The MBTI is largely based on the work of Swiss psychologist, Carl Jung, and each of the 16 Myers briggs personality types represent what he referred to as the “conscious ego”. Jung believed that over the course of each person’s personality development, the conscious ego will naturally determine what it does and does not accept as part of its ego identity.
Consequently, the qualities that we reject in ourselves will get pushed to the back heap of our unconscious. This unconscious part of our psyche is what Jung described as the shadow. The shadow is a concept used to explain aspects of our personality that we deny and ignore in ourselves. The shadow is not necessarily bad or evil and can actually be very positive when properly harnessed and integrated with our ego identity.
However, when we choose to remain ignorant of our shadow, it can wreak havoc and act destructively. Areas in which we are personally inferior or deficient are subject to being projected onto others by our shadow. Our shadow is also responsible for our negative prejudices about qualities we observe in others and despise in ourselves.
Because the shadow is typically not recognized or accepted as part of the ego identity, it’s manifestation often goes overlooked or compartmentalised. Jungian psychologist John Beebe later conceptualized the shadow as archetypal roles embodied by the cognitive functions not included in each MBTI type. In the case of ENFJ, these functions are Fi, Ne, Si and Te and form a kind of negative version of the INFP. Here is a look at how the ENFJ Shadow functions play out.
ENFJ 5th Function: Fi Opposing.
ENFJ’s shadow Fi typically emerges in defense of their dominant Fe perspective. Normally, ENFJs seek to adhere to external standards of conduct that dictate what is appropriate and inappropriate. They promote group harmony and tend to be more concerned with the needs and feelings of others than that of their own. By definition, extraverted feeling is very accommodating, tactful and polite.
Under stress however, ENFJs can become stubborn about what they believe is appropriate or best for everyone and argue from an Fi perspective that reveals what they really care and don’t care about personally. ENFJs make an egalitarian effort to help and be nice to everyone but Fi opposing can manifest as a response to individuals who seem to want special treatment or accomodations from ENFJ that might be unfair to others or doesn’t serve the interests of the group. ENFJs may argue to their opposition that they are not special and denounce them as being self-entitled and arrogant.

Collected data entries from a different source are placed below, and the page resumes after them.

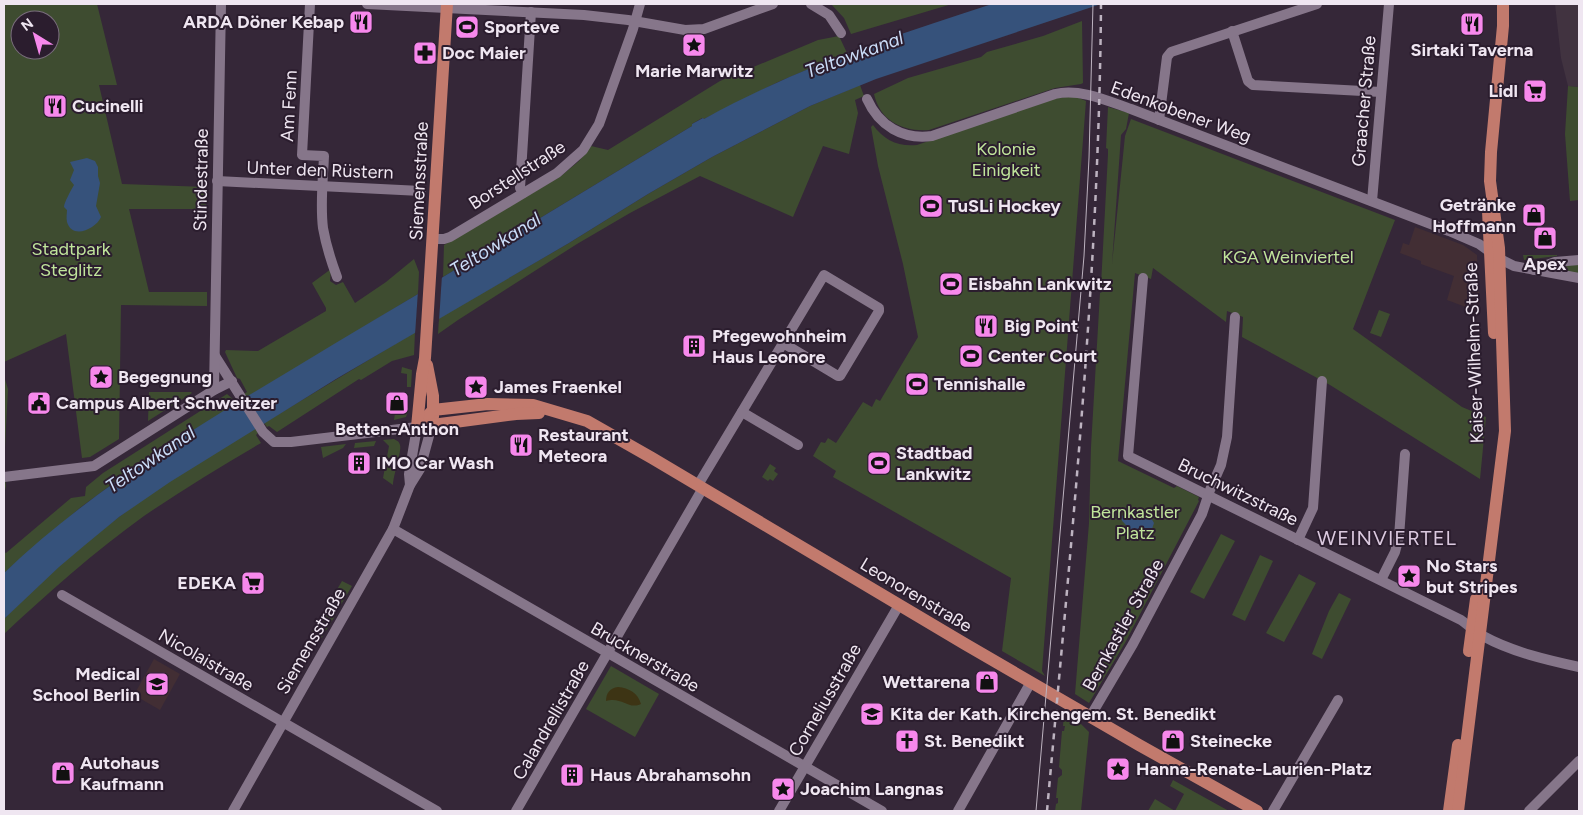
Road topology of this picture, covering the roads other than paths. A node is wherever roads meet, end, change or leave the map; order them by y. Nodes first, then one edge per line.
1 (221, 4) edge
2 (310, 4) edge
3 (367, 4) edge
4 (640, 4) edge
5 (773, 4) edge
6 (810, 4) edge
7 (1317, 4) edge
8 (1389, 4) edge
9 (1503, 4) edge
10 (448, 5) edge
11 (531, 12) junction
12 (635, 22) junction
13 (1232, 31) junction
14 (842, 32) dead end
15 (1381, 92) junction
16 (867, 99) dead end
17 (1159, 120) junction
18 (217, 181) junction
19 (1490, 181) junction
20 (322, 186) junction
21 (421, 190) dead end
22 (523, 193) junction
23 (1372, 201) junction
24 (433, 239) junction
25 (1489, 252) junction
26 (1500, 259) junction
27 (1579, 260) edge
28 (1534, 270) junction
29 (337, 277) dead end
30 (1143, 278) dead end
31 (1579, 278) edge
32 (1235, 317) dead end
33 (783, 343) junction
34 (425, 353) junction
35 (215, 356) junction
36 (232, 381) junction
37 (1322, 381) dead end
38 (214, 390) junction
39 (433, 410) junction
40 (556, 412) junction
41 (742, 412) junction
42 (432, 425) junction
43 (417, 427) junction
44 (798, 445) dead end
45 (1405, 454) dead end
46 (4, 477) edge
47 (410, 485) junction
48 (701, 487) junction
49 (1208, 496) junction
50 (393, 529) junction
51 (1298, 540) junction
52 (1381, 580) junction
53 (62, 595) dead end
54 (899, 605) junction
55 (1476, 631) junction
56 (607, 654) junction
57 (1579, 667) edge
58 (1031, 682) junction
59 (1338, 700) dead end
60 (1090, 717) junction
61 (284, 723) junction
62 (1579, 761) edge
63 (805, 767) junction
64 (234, 811) edge
65 (437, 811) edge
66 (516, 811) edge
67 (779, 811) edge
68 (882, 811) edge
69 (958, 811) edge
70 (1257, 811) edge
71 (1273, 811) edge
72 (1449, 811) edge
73 (1458, 811) edge
74 (1529, 811) edge

1 - 18 street, Stindestraße
2 - 20 street, Am Fenn
3 - 10 street
4 - 12 street, Borstellstraße
5 - 12 street
6 - 14 street
7 - 13 street
8 - 15 street, Graacher Straße
9 - 19 main road, Kaiser-Wilhelm-Straße
10 - 11 street
10 - 24 main road, Siemensstraße
11 - 12 street
11 - 22 street
12 - 22 street, Borstellstraße
13 - 15 street
13 - 17 street
15 - 23 street, Graacher Straße
16 - 17 street, Edenkobener Weg
17 - 23 street, Edenkobener Weg
18 - 20 street, Unter den Rüstern
18 - 35 street, Stindestraße
19 - 25 main road, Kaiser-Wilhelm-Straße
19 - 26 main road, Kaiser-Wilhelm-Straße
20 - 21 street, Unter den Rüstern
20 - 29 street, Am Fenn
22 - 24 street, Borstellstraße
23 - 25 street, Edenkobener Weg
24 - 34 main road, Siemensstraße
25 - 26 street, Kaiser-Wilhelm-Straße
25 - 55 main road, Kaiser-Wilhelm-Straße
26 - 28 street
26 - 55 main road, Kaiser-Wilhelm-Straße
27 - 28 street
28 - 31 street
30 - 49 street, Bruchwitzstraße
32 - 49 street, Bernkastler Straße
33 - 33 street, Calandrellistraße
33 - 41 street, Calandrellistraße
34 - 39 main road, Siemensstraße
34 - 43 main road, Siemensstraße
35 - 36 street
35 - 38 street, Stindestraße
36 - 38 street
36 - 43 street, Leonorenstraße
37 - 51 street
38 - 46 street
39 - 40 main road, Leonorenstraße
39 - 42 main road, Siemensstraße
39 - 43 main road
40 - 42 main road, Leonorenstraße
40 - 48 main road, Leonorenstraße
41 - 44 street
41 - 48 street, Calandrellistraße
42 - 43 main road, Leonorenstraße
42 - 47 street, Siemensstraße
43 - 47 street, Siemensstraße
45 - 52 street
47 - 50 street, Siemensstraße
48 - 54 main road, Leonorenstraße
48 - 56 street, Calandrellistraße
49 - 51 street, Bruchwitzstraße
49 - 60 street, Bernkastler Straße
50 - 56 street, Brucknerstraße
50 - 61 street, Siemensstraße
51 - 52 street, Bruchwitzstraße
52 - 55 street, Bruchwitzstraße
53 - 61 street, Nicolaistraße
54 - 58 main road, Leonorenstraße
54 - 63 street, Corneliusstraße
55 - 57 street, Bruchwitzstraße
55 - 72 main road, Kaiser-Wilhelm-Straße
55 - 73 main road, Kaiser-Wilhelm-Straße
56 - 63 street, Brucknerstraße
56 - 66 street, Calandrellistraße
58 - 60 main road, Leonorenstraße
58 - 69 street
59 - 71 street
60 - 70 main road, Leonorenstraße
61 - 64 street, Siemensstraße
61 - 65 street, Nicolaistraße
62 - 74 street
63 - 67 street, Corneliusstraße
63 - 68 street, Brucknerstraße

ENFJ 6th Function: Ne Critical Parent.
ENFJs have auxiliary introverted intuition (Ni) which means they have a lot of imagination and vision. They have a big picture in their mind of what they want the future to look like, but they also have a strong sense of how things may actually turn out. ENFJs use their Ni to read people and also provide guidance. As with other MBTI types,
ENFJs can take for granted the knowledge and authority associated with their auxiliary function. When ENFJ feels that their Ni interpretations are being negated or dismissed by others, they can become cranky, disgruntled and critical through an Ne perspective. When this happens, they can become especially clever in how they find fault, blame and point out flaws and holes in other people’s ideas.
ENFJ 7th Function: Si Trickster.
Si trickster emerges as a response to feeling trapped, oppressed or backed into a corner by inconvenient facts or past events. ENFJs don’t like to dwell on the past in general or be held prisoner for their past mistakes. When ENFJ feels that someone is trying to ruin their moment by bringing up negative, or unnecessary details that could get them in trouble, ENFJ may try to turn the tables by bringing up details of their own.

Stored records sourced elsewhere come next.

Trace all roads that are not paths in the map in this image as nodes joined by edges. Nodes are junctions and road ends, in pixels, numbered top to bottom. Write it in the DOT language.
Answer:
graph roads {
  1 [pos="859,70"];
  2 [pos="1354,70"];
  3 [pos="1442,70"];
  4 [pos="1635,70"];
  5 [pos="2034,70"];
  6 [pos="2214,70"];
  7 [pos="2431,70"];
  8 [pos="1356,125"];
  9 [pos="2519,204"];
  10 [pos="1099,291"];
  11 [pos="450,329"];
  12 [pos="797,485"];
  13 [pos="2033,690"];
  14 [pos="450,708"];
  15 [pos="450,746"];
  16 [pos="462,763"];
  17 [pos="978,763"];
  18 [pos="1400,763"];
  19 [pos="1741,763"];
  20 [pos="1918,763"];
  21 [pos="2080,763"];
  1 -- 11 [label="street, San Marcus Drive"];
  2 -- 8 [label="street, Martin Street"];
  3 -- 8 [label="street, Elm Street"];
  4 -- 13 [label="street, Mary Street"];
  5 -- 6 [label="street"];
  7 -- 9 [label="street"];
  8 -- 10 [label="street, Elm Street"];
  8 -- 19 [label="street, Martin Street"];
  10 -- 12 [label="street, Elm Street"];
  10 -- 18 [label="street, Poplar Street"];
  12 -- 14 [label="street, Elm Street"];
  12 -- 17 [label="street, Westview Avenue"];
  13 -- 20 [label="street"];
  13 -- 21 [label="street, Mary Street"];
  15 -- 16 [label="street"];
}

ENFJs may try to double bind someone trying to get them into a bind. They may resort to petty trolling and distortion of facts just to get them off their back. Ultimately, the aim is to invalidate the other person by either exposing their hypocrisy or making them look like a fool for even making an issue of something that they probably view as unimportant.
ENFJ 8th Function: Te Demon.
Lastly, we have Te Demon. The demon function acts as a negative voice that criticizes the dominant function through the inferior function and then tries to overcompensate with the 8th function. The demon poses a threat to the ego’s integrity structure and it emerges when experiencing feelings of helplessness. In the case of ENFJ, they may sometimes run into problems for which their dominant extraverted feeling may prove ineffective. Because of their inferior introverted thinking, ENFJs may face difficulty making sense of certain technical problems or situations. Te demon urges them to overcompensate by instituting external technical order for the sake of restoring or preserving the harmony that the dominant Fe perspective so desires.